| Your objective |
Lines in the following data that contain the string "rotate" are to be counted. Report only their number.

| Items from a dataset |
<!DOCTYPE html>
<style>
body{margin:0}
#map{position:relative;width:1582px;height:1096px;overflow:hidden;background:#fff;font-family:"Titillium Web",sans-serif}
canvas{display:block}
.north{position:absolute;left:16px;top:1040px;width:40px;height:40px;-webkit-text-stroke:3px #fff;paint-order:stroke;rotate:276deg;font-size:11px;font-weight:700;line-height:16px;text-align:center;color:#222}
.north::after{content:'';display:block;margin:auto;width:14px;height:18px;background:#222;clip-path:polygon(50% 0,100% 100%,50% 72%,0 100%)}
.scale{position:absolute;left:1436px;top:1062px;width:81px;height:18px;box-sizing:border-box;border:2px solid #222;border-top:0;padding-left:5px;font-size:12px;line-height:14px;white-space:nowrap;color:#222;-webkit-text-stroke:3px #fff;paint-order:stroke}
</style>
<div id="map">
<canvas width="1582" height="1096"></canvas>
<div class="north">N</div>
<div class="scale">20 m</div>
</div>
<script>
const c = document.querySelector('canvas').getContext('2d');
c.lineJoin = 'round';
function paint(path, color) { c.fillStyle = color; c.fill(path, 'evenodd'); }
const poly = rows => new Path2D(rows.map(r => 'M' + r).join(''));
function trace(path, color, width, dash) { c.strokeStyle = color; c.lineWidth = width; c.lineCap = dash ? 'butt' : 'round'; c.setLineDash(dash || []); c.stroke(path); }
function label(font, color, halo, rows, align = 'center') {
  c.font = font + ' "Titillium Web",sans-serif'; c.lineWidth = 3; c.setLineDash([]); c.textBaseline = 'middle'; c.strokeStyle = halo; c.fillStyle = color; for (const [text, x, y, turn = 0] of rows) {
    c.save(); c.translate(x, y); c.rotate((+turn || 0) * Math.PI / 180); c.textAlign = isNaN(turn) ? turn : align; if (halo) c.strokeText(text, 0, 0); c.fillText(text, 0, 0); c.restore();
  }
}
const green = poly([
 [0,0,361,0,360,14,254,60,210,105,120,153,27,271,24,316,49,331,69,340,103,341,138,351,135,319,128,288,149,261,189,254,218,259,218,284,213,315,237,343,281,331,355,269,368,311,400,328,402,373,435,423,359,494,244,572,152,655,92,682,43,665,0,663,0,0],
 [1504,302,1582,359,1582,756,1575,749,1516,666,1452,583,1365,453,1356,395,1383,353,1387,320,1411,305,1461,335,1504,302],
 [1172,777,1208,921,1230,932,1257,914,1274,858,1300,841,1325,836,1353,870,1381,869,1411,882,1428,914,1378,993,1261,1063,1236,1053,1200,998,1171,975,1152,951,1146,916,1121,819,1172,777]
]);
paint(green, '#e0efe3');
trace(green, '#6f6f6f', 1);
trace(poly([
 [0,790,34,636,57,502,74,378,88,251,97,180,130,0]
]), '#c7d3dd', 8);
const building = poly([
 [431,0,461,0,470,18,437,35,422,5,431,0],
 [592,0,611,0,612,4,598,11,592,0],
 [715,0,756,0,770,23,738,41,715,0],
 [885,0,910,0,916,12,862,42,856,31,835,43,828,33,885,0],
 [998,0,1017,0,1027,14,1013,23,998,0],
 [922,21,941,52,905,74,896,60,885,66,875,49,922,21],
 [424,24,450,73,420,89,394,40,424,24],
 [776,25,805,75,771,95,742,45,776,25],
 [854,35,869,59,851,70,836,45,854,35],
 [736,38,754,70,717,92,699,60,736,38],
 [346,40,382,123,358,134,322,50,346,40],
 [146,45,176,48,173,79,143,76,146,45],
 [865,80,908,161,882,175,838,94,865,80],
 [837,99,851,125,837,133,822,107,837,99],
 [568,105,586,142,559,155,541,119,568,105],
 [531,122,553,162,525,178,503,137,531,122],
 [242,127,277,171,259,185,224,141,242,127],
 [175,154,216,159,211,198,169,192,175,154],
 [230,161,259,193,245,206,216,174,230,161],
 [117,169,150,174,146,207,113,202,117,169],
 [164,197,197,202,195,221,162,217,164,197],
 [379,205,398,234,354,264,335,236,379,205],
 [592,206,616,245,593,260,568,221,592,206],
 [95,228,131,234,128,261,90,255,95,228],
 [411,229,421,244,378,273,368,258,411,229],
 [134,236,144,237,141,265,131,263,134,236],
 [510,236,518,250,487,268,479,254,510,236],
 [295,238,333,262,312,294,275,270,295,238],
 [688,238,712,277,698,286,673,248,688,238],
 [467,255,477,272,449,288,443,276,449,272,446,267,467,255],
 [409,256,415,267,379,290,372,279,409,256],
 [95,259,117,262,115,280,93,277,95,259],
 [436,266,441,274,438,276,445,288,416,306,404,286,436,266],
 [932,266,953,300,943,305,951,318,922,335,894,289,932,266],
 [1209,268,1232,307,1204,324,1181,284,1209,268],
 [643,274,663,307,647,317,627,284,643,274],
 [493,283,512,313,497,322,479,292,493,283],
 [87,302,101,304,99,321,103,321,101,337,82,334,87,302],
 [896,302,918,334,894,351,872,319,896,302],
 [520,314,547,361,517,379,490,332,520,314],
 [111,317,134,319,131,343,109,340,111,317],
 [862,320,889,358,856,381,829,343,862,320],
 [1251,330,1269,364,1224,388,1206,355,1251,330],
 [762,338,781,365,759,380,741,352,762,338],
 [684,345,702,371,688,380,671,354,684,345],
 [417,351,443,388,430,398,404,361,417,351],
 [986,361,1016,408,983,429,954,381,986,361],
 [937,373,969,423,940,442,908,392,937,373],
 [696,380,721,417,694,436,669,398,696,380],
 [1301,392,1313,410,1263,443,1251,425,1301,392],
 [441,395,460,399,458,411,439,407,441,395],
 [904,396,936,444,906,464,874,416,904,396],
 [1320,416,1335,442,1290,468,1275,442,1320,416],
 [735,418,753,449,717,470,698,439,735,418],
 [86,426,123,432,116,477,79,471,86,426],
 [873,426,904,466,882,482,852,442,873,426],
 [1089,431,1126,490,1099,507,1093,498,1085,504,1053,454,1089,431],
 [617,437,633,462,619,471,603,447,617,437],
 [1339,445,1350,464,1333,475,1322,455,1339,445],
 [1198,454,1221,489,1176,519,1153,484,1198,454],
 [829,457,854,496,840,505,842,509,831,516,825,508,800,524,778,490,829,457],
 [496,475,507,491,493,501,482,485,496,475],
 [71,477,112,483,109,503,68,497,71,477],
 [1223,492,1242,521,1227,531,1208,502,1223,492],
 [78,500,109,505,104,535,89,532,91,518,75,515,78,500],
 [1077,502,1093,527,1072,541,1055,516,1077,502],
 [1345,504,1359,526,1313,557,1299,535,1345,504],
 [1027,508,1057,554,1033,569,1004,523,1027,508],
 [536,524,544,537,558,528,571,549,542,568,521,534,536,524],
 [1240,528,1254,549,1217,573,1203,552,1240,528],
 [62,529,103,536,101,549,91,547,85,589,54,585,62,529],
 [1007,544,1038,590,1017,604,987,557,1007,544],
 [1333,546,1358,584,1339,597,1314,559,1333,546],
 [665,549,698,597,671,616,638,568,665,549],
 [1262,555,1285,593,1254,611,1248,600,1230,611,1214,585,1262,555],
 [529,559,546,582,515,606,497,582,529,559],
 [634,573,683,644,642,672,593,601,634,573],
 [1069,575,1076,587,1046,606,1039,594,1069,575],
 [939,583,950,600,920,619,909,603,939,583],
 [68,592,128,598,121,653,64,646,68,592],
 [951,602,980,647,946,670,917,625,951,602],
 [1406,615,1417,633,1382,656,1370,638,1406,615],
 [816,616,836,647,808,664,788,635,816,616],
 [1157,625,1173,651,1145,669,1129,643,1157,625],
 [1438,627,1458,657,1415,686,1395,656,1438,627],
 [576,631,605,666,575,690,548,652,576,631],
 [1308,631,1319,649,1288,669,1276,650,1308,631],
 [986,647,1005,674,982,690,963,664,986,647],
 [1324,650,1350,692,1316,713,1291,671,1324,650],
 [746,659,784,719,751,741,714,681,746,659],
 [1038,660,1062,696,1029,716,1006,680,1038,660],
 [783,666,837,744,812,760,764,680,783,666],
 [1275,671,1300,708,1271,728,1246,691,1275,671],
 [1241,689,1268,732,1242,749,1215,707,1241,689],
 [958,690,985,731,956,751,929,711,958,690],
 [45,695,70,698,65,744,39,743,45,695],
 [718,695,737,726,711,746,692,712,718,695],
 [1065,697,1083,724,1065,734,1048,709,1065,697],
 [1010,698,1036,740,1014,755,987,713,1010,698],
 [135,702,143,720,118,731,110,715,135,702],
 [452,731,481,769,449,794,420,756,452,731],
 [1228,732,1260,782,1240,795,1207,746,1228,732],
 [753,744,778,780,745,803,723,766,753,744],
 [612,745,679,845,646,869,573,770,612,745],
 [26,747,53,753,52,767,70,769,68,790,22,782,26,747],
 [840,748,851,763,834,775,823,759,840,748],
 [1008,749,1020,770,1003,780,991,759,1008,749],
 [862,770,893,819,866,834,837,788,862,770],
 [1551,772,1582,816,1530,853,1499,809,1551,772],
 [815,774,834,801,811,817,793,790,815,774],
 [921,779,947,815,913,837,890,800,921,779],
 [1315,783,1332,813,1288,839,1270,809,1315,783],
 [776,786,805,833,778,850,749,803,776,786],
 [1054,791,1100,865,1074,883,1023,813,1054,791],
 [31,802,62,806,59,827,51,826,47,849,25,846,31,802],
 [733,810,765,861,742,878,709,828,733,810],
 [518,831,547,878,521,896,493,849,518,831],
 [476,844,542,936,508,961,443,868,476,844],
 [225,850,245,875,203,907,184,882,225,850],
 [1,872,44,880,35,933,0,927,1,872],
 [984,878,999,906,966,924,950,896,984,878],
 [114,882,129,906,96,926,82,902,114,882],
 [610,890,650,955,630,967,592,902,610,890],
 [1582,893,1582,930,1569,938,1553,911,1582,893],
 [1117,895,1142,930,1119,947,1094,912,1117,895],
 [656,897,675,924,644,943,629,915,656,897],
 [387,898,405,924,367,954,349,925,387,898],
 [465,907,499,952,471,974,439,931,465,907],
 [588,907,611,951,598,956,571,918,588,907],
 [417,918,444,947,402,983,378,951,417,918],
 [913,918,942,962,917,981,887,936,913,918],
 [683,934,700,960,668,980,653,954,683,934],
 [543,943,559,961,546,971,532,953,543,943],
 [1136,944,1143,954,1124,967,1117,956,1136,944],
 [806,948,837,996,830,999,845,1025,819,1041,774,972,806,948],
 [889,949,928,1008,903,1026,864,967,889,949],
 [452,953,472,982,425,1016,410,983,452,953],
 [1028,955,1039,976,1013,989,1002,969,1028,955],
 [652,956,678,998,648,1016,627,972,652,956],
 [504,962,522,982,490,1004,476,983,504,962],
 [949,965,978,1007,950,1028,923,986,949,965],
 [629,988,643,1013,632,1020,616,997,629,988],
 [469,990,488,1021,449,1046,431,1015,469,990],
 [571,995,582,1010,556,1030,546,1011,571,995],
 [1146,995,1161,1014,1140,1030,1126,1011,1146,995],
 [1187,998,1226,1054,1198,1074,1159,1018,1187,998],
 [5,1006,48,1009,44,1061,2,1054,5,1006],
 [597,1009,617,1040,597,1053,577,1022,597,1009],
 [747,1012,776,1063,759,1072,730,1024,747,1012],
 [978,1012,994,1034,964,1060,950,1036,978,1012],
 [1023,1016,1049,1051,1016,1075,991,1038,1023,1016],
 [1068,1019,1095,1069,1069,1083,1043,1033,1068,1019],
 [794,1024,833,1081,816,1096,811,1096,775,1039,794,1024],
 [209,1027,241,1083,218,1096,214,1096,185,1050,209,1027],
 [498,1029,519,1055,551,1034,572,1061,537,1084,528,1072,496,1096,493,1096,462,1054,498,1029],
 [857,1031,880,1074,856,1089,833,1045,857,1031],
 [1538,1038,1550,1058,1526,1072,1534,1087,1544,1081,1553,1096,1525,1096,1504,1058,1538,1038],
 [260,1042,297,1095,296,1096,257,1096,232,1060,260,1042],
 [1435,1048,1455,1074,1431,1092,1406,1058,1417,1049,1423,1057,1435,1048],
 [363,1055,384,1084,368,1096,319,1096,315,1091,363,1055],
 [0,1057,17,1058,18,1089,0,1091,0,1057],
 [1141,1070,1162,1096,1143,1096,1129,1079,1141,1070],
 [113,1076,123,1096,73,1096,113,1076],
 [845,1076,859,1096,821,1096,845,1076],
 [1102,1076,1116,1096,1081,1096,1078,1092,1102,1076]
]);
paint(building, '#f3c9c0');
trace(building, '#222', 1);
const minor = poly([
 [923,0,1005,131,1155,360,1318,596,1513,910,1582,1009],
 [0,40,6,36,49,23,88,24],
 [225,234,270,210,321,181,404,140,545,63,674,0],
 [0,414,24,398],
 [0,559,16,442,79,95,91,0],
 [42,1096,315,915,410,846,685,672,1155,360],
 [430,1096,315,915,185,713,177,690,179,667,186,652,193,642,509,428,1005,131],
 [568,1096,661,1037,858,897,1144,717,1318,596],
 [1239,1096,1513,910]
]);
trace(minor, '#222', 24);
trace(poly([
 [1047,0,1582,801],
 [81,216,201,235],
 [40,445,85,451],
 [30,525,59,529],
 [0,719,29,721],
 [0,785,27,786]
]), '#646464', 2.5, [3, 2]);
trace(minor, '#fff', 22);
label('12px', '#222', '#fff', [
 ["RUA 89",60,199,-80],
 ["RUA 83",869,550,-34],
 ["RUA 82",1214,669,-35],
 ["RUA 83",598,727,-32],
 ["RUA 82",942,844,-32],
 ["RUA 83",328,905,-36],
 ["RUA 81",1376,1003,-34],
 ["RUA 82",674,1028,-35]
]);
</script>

| Response below |
2